Am dritten Tag der Kultur haben sich Megakaryozyten im flüssigen Medium am Boden des Bohrlochs sedimentiert und stehen in Kontakt mit der steifen Kunststoffoberfläche sowie anderen Zellen. Im Gegensatz dazu sind Zellen, die in das Methylcellulose-Hydrogel eingebettet sind, homogen verteilt und von benachbarten Zellen isoliert. Eine Analyse des mittleren Durchmessers von Megakaryozyten unter verschiedenen Kulturbedingungen zeigt, dass 2% Methylcellulose den mittleren Megakaryozytendurchmesser im Vergleich zur Flüssigkultur leicht erhöht.
Eine Erhöhung der Methylcellulosekonzentration um 0,5% beeinträchtigt jedoch die Megakaryozytendifferenzierung, wie ein kleinerer mittlerer Durchmesser zeigt. In repräsentativen Transmissionselektronenmikroskopiebildern scheinen die intrazytoplasmatischen Membranen in Megakaryozyten, die in vivo im Knochenmark differenziert sind, eng mit abgegrenzten zytoplasmatischen Territorien kontrastiert zu sein. In flüssiger Kultur haben die Membranen meist ein kleines rundes ovales Aussehen oder längliche Vesikel ohne Abgrenzung von zytoplasmatischen Territorien.
Im Gegensatz dazu hat die 2%ige Methylcellulosekultur dicht gegenüberliegende Membranen mit abgrenzenden zytoplasmatischen Territorien, die der In-situ-Struktur ähneln. Am vierten Tag der Kultur zeigen Megakaryozyten, die zuvor in Hydrogel kultiviert wurden, eine erhöhte Proplatletbildung im Vergleich zu denen, die in flüssigem Medium kultiviert wurden. Der mittlere Anteil an Megakaryozyten-verlängernden Proplaten beträgt bei einer flüssigen Präkultur in der Regel etwa 15 bis 20% im Vergleich zu 35 bis 40% mit einer Methylcellulose-Hydrogel-Präkultur.
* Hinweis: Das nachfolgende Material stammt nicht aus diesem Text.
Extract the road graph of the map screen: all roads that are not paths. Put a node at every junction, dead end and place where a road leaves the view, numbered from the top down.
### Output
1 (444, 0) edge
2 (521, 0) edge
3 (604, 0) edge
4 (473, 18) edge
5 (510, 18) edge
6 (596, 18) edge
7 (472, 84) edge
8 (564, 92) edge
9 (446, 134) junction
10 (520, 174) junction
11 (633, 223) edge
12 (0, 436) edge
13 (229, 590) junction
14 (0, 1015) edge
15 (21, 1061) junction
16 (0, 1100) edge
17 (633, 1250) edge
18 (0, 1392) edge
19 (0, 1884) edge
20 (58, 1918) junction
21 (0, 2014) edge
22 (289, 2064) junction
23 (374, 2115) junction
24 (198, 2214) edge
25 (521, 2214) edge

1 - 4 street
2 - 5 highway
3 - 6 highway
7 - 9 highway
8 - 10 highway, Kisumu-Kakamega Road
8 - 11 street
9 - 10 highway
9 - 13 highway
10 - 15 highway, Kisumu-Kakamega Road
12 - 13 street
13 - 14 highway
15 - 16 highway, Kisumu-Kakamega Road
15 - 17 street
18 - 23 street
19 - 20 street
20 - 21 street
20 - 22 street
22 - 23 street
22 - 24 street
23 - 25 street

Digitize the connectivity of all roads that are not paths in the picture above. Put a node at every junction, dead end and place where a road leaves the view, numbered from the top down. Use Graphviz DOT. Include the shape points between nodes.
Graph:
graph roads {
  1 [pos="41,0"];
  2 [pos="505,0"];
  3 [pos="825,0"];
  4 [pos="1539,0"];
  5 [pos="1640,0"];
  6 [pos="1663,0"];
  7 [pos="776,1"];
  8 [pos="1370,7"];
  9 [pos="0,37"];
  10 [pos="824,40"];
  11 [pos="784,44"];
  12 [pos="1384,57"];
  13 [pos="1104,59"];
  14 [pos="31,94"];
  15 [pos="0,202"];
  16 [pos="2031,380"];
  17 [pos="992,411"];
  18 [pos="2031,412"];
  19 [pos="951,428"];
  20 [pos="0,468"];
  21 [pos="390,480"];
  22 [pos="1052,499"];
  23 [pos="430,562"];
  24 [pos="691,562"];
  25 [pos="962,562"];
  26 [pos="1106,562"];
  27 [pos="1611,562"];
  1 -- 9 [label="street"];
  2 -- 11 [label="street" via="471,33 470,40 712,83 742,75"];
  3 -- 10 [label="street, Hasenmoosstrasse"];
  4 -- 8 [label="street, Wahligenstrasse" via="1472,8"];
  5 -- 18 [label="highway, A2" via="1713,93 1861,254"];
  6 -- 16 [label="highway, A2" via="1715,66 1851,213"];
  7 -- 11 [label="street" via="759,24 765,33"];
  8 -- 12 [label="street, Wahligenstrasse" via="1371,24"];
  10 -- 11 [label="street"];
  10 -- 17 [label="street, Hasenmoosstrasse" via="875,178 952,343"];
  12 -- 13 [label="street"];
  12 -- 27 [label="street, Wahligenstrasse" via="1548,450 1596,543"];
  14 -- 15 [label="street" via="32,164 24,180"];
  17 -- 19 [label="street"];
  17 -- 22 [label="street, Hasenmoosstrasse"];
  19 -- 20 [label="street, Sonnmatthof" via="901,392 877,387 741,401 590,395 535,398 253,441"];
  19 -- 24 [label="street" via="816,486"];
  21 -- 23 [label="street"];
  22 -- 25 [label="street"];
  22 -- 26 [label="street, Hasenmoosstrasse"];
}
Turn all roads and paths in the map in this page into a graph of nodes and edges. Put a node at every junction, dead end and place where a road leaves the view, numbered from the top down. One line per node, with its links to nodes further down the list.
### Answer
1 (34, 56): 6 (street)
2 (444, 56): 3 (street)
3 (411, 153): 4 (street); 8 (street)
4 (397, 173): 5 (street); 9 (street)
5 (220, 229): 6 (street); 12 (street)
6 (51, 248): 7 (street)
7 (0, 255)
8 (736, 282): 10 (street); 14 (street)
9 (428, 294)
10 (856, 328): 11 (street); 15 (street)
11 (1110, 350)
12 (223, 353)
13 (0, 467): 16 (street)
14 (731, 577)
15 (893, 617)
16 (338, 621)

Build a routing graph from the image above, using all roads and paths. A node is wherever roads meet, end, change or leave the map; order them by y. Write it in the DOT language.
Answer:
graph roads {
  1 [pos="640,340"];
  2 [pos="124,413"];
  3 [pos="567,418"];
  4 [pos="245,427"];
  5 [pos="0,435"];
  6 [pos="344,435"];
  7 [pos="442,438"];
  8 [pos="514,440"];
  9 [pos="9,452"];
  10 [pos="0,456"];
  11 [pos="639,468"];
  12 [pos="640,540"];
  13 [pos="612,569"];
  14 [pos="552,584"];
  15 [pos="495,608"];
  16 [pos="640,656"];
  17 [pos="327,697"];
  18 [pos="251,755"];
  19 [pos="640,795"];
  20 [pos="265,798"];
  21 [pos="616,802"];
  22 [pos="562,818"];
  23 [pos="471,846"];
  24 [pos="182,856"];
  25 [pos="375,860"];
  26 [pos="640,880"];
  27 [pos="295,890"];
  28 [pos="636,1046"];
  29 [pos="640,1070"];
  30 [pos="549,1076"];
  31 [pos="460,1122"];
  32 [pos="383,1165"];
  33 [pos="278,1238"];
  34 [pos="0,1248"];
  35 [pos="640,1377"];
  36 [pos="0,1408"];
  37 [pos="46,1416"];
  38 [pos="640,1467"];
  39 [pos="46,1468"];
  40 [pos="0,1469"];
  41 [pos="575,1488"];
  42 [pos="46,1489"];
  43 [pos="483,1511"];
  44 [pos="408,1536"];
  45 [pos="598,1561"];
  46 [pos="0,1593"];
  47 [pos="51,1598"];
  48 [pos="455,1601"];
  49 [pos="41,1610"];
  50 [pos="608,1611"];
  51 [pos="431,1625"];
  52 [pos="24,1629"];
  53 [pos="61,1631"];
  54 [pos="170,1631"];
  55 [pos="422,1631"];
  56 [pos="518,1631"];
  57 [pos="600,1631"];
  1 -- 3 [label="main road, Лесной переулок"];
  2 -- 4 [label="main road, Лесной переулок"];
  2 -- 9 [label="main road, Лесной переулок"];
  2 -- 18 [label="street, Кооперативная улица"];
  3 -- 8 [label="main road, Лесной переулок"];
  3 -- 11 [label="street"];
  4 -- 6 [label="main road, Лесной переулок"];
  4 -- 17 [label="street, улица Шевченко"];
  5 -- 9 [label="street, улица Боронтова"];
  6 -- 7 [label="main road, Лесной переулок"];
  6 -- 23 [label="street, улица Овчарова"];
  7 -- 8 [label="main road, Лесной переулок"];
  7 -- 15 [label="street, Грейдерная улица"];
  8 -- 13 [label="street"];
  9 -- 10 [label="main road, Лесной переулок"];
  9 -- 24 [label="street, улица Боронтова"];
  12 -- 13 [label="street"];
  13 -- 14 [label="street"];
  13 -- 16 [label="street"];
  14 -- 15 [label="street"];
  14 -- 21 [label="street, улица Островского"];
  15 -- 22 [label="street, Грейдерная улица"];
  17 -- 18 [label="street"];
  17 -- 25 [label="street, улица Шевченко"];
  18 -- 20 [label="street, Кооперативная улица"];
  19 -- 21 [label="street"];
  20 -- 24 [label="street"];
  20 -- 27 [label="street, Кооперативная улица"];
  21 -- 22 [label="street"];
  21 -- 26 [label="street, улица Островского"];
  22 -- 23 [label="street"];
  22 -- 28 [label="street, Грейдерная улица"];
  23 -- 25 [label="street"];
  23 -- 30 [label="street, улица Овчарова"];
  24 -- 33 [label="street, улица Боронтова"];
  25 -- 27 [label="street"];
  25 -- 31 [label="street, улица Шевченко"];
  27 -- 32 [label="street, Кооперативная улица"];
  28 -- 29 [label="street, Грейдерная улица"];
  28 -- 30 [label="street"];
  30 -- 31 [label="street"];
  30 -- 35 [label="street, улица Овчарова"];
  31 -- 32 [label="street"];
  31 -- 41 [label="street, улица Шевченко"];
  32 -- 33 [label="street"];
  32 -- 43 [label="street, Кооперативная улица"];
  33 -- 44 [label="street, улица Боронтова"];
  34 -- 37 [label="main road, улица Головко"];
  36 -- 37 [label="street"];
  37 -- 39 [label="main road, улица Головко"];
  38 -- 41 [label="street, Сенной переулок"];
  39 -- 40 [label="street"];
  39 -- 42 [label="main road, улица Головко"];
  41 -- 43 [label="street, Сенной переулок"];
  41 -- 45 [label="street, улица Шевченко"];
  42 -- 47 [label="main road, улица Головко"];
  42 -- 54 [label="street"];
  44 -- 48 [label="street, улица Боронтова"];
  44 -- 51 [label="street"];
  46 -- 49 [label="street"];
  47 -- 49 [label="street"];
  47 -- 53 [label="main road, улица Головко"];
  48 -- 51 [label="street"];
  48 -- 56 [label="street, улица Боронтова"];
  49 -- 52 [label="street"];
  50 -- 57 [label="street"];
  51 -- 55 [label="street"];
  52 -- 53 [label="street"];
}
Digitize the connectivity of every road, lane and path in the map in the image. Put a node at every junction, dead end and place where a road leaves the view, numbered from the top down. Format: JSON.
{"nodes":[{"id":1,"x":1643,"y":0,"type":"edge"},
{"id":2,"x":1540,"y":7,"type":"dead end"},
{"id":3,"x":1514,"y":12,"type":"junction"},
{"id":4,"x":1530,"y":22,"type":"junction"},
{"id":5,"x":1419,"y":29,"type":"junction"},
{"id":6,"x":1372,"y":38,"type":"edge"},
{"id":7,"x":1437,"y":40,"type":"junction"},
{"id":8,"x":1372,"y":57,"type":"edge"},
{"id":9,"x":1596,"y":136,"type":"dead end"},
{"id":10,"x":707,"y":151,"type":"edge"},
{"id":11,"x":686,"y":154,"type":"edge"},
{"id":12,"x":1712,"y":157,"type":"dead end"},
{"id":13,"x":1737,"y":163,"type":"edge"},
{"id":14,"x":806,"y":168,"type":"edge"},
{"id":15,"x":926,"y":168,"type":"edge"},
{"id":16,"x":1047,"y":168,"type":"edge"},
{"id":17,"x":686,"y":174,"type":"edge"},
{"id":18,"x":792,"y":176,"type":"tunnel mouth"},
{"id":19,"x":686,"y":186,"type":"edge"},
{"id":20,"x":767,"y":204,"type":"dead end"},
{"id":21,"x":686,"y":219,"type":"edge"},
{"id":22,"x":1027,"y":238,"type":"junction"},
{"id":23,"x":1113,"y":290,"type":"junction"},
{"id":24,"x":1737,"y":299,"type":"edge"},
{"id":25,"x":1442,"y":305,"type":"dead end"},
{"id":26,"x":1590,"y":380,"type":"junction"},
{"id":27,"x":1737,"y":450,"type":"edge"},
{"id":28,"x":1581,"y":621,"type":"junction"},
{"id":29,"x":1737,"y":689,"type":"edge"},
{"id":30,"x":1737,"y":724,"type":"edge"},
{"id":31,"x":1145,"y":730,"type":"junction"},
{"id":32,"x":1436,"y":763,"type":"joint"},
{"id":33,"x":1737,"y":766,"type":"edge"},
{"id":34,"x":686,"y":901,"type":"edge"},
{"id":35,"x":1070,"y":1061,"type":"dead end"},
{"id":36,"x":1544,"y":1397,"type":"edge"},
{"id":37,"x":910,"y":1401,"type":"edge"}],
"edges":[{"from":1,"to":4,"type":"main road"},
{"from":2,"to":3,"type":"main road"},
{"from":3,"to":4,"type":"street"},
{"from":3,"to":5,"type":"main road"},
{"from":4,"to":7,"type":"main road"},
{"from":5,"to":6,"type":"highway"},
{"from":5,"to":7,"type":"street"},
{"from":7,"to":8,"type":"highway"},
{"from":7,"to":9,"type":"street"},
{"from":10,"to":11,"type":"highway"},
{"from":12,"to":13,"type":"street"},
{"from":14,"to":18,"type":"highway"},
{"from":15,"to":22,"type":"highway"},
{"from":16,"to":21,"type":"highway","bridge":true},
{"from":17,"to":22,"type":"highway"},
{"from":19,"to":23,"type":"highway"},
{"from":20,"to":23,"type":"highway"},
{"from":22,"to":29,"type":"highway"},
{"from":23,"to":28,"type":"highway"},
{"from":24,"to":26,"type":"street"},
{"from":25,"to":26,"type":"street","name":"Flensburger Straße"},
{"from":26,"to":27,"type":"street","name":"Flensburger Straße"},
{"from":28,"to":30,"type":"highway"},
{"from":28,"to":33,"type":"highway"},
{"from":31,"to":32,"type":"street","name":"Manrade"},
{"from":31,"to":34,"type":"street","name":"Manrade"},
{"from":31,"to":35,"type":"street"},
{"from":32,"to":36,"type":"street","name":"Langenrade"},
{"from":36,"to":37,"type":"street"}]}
Bei diesem Verfahren ist es wichtig, die entsprechenden Volumina sehr genau zu pipettieren, da eine geringfügige Änderung der endgültigen Methylcellulosekonzentration die Mediensteifigkeit erheblich verändern kann. Nach der Zellreifung im Hydrogel können Megakaryozyten für die Ploidie und Zellmarkeranalyse durch Durchflusszytometrie gewonnen oder für die Elektronenmikroskopie oder Immunfärbung des interessierenden Proteins fixiert werden.